Not that international law has not counted for something. To be sure Hegel reduced it to the level of "a good intention," [Footnote: The Philosophy of Right, Sec Sec 330-333.] but it has counted for something. Descartes and Spinoza could, with impunity, be heretics in little Holland. Switzerland has for centuries been the refuge of the oppressed. But we cannot forget that our highest authority, Captain Mahan, declared, in 1889, that certain rights of neutrals were "forever secured," [Footnote: The Influence of Sea Power upon History, Boston, 1908, chapter ii, p. 84.] and he has since stood revealed as a false prophet, a mere man making a guess. International law is a capital thing—when it is not put under a strain, and when no nation is too powerful.
The depressing thing is that rapacity and oppression become glorified, when the cloak of patriotism is thrown over their shoulders. I drew my illustrations in the last section from wild Indians and from African savages. But there are nations in all stages of their development. How "backward" must a nation be to give us the right to rule over it by force? No people were more ingenious than the ancient Romans in finding plausible reasons for the wars which it pleased them to wage. This has never been a lost art. Men's enemies are, like the absent, always in the wrong; and those are apt to become enemies, in whose defeat some substantial advantage is to be looked for.

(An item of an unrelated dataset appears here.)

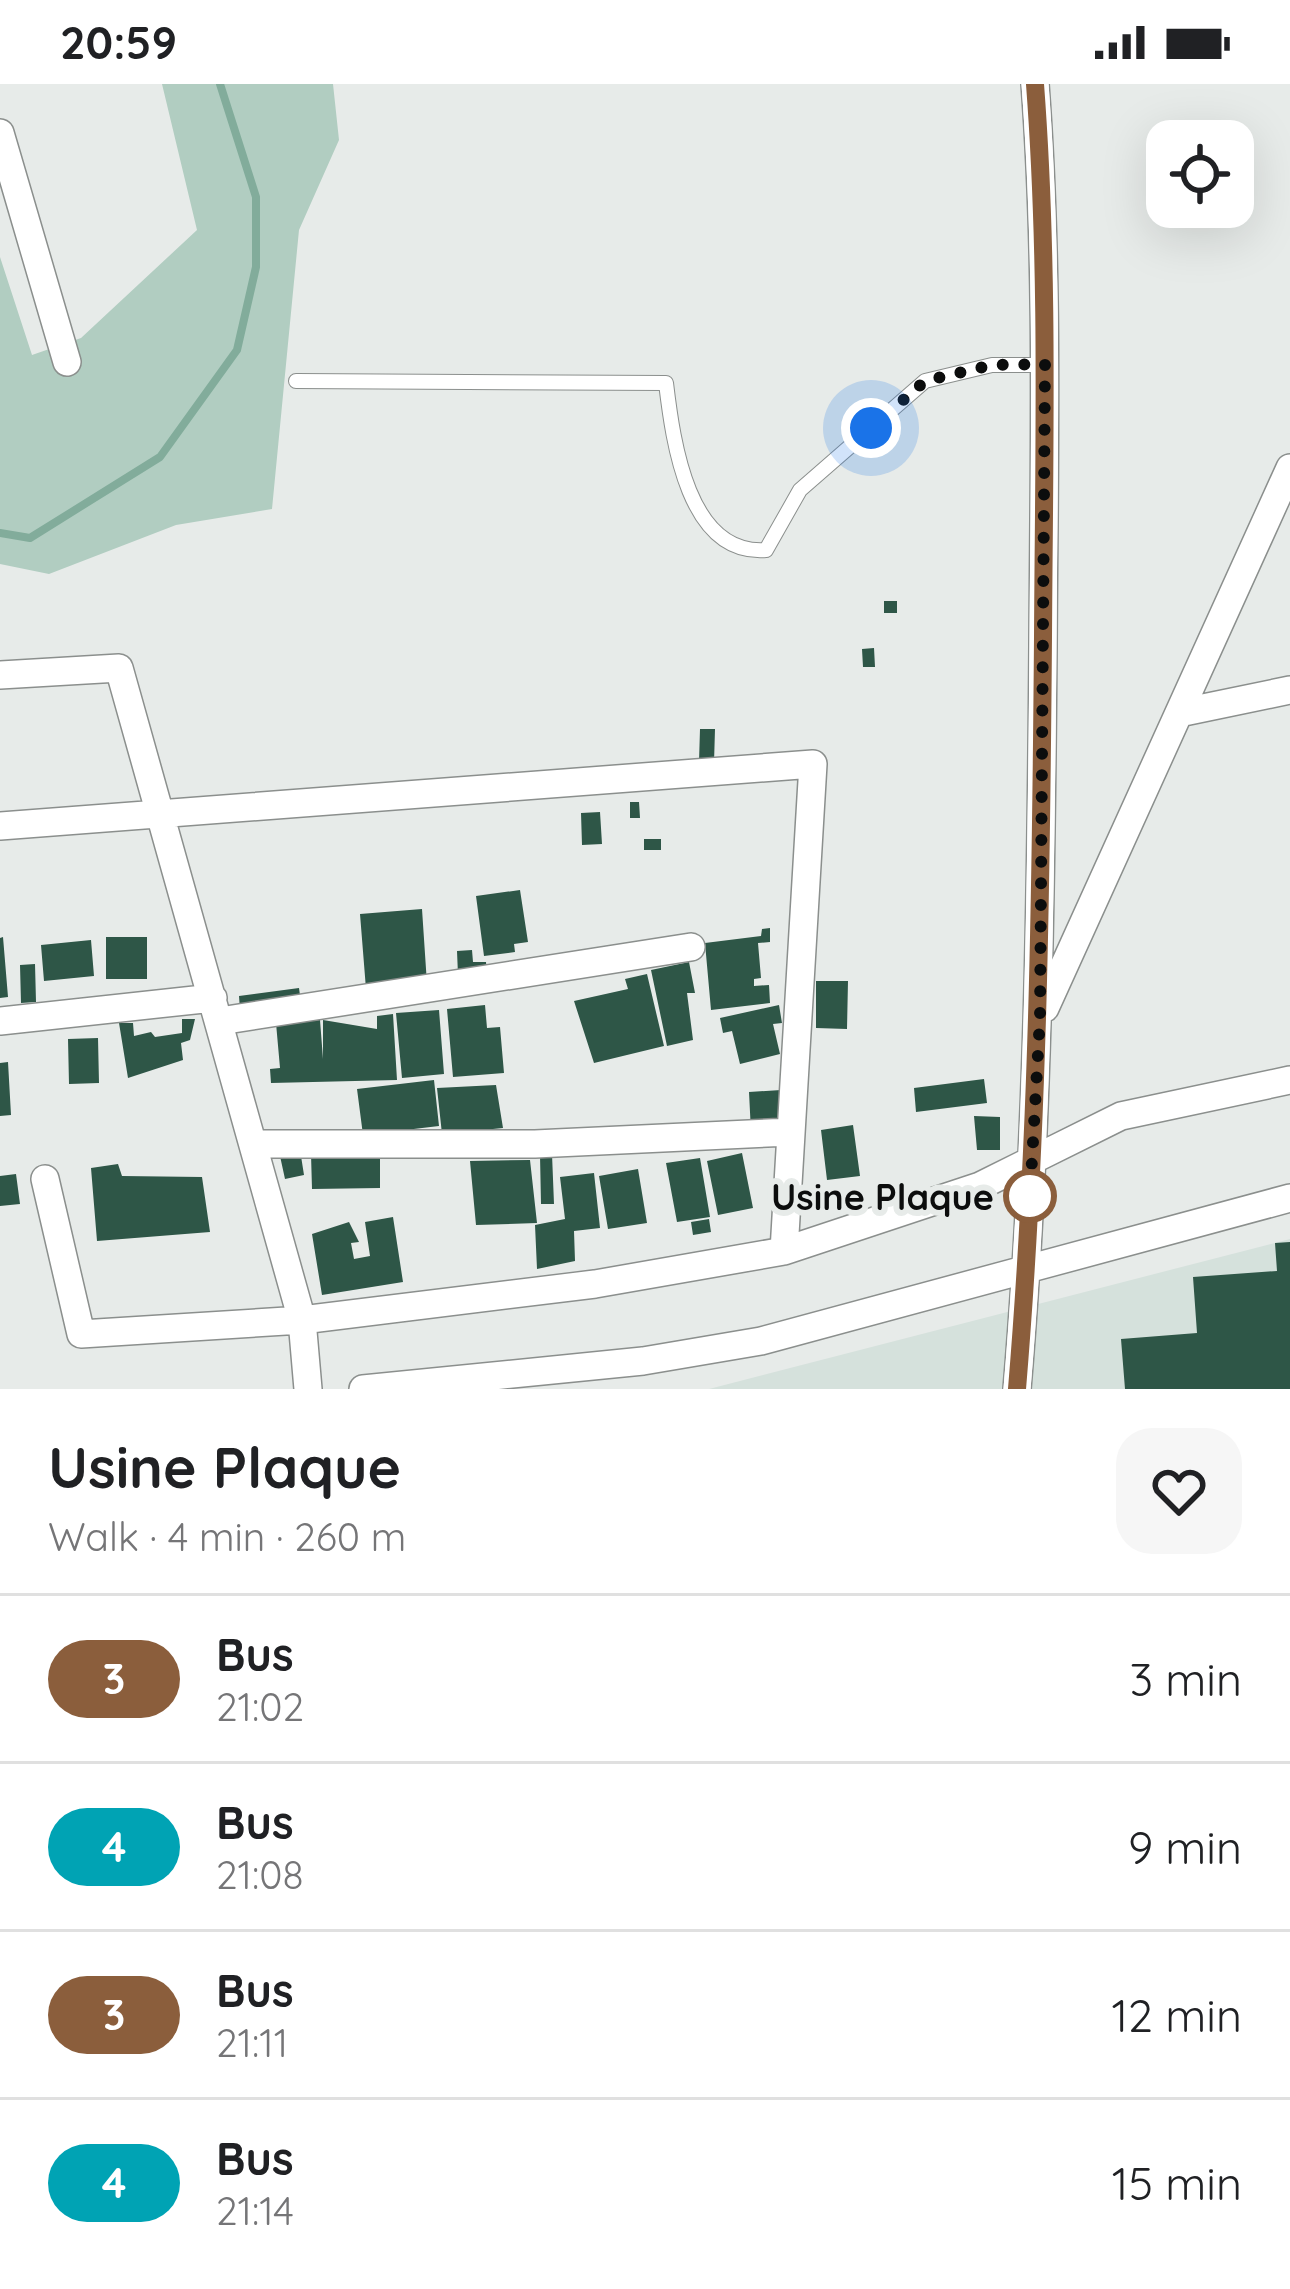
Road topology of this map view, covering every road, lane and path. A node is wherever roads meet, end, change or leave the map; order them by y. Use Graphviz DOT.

163. THE SOLUTION.—The very title seems a presumption. Who may dogmatize in matters so involved? I make no pretentions to giving a clear vision of "yonder shining light," but I venture to hint at the general direction in which one is to seek the little wicket gate.
The only ethical solution of our problem appears to lie in the frank recognition of the fact that the groups of men, called nations, may be as brutal egoists as are individual persons, and in the earnest attempt to avoid the baleful influence of such egoism.
Man is his brother's keeper. But that does not give him the right to keep his brother in chains, nor to use him for selfish ends. This is as true of nations as it is of individuals, of families, of religious orders, or of unions, whether of employers or of employees.
It is certainly true of nations. It is only as having a place in, and as being an instrument of, the great organism of humanity aimed at by the Rational Social Will, that the individual, the family, the tribe, the nation, have any ethical justification for being at all. Sometimes it is very profitable for the individual, or for some group of human beings, to disallow this obligation to be moral. We treat the individual as a robber; why not admit that there are robber nations?
I feel like reiterating that it is a great thing to be young; to live in that Golden Age in which one still believes what one sees in print, and still is moved by the honeyed words of statesmen. When one is old, and has enjoyed some breadth of culture, one has read the newspapers of many lands, and has met a certain number of statesmen, usually with a start of surprise.
It is borne in upon one—a matter touched upon in the last chapter—that it appears to be generally accepted that the state and its representatives may adopt a peculiar variety of ethics. Certainly statesmen feel justified in doing for their country what they, as gentlemen, would never dream of doing for themselves. They talk of justice, when they would scoff at such justice within the borders of their own states; they talk of humanity, and they have in mind the economic advantage of their own peoples; they speak of protection and Christianization, when they mean economic exploitation or strategic superiority. As for truth, the less said about that subject the better.
I know of only one way in which the determination of a nation to aid in the general realization of the Rational Social Will can be tested. Does it, in dealing with other nations, civilized or backward, propose what is palpably to its own advantage, or is it evidently disinterested? It is thus that we judge a man, when we wish to fix his ethical status; it is thus that the Rational Social Will judges a nation. The language in which the proposals are made is a matter of no moment. It may fairly be called professional slang, and can quickly be acquired, even by men of mediocre intelligence, in any diplomatic circle.
164. THE NECESSITY FOR CAUTION.—Shall a man, then, eschew patriotism, and become a citizen of the world, as though he were a Stoic philosopher? By no means. As well eschew the family or the neighborhood. But let him not, in his patriotism, forget that he is a man. Here, as everywhere, he is called upon to exercise judgment. This is a burden which he can never throw off. He must pay the penalty of being a rational human being. As an instrument of the Rational Social Will the state must be kept up. It is his duty to see that it is done. His cat has an easier task; she may sleep her life away in peace.